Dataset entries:
★ ★ ★
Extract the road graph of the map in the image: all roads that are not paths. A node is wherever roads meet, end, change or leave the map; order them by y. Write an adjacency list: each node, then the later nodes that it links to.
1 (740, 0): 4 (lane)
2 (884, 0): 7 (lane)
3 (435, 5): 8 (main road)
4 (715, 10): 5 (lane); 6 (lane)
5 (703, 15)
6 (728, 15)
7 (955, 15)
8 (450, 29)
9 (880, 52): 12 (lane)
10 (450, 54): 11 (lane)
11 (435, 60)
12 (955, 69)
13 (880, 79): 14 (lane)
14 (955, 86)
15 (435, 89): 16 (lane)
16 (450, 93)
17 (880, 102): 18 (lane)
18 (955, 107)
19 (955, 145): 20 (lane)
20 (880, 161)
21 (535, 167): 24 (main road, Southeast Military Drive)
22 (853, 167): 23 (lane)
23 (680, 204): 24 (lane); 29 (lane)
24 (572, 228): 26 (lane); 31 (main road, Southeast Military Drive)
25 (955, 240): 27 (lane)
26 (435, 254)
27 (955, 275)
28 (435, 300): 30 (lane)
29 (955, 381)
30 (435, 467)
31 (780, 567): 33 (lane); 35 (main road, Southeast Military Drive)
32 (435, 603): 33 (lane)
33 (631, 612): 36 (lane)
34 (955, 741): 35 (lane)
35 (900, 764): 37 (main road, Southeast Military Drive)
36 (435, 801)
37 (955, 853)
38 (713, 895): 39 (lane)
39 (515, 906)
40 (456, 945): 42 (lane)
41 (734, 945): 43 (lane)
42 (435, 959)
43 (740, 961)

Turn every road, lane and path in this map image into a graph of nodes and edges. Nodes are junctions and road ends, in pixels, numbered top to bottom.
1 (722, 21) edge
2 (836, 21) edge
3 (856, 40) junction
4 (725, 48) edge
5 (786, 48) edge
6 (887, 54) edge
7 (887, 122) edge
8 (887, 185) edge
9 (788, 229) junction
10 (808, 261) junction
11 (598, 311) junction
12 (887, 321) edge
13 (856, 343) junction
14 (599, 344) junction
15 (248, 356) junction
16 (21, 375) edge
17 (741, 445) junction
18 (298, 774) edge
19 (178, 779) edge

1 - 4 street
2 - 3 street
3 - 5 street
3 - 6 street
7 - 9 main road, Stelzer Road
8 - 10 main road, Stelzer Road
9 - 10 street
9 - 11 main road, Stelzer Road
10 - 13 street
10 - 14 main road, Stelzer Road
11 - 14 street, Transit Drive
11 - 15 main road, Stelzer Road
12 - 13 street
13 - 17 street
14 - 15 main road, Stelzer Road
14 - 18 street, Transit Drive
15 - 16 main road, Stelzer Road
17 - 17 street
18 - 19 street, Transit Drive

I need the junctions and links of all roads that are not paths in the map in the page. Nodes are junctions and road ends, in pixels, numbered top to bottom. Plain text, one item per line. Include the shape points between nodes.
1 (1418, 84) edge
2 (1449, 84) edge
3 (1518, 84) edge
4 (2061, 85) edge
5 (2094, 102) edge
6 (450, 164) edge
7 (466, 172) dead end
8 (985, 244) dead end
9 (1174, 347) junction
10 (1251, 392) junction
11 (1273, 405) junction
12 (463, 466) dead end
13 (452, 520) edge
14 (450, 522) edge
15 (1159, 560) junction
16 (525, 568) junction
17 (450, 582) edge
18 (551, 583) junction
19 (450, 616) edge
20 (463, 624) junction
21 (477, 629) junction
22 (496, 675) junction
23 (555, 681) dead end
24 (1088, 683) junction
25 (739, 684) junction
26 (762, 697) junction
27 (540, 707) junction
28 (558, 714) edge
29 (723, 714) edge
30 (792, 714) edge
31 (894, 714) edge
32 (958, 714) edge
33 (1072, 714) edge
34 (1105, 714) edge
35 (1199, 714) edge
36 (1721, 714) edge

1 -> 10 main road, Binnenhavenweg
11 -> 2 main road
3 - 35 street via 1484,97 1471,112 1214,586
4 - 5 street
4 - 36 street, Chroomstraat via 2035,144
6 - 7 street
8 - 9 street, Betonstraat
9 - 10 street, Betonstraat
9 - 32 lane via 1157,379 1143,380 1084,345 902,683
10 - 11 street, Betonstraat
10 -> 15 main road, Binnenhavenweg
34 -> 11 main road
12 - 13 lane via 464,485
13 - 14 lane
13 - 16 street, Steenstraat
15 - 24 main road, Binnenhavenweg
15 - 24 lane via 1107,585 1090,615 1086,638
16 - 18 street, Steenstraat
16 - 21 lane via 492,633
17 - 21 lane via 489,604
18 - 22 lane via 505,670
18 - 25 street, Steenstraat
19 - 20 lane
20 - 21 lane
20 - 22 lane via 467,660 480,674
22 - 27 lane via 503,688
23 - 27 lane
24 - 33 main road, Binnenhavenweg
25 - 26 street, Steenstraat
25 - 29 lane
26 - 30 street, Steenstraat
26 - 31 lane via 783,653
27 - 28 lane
★ ★ ★
_Exercise objective_:
Read through the data and copy every line where "graph" shows up.

_Answer space_:
Extract the road graph of the map in the image: all roads that are not paths. A node is wherever roads meet, end, change or leave the map; order them by y. Write an adjacency list: each node, then the later nodes that it links to.
Turn every road, lane and path in this map image into a graph of nodes and edges. Nodes are junctions and road ends, in pixels, numbered top to bottom.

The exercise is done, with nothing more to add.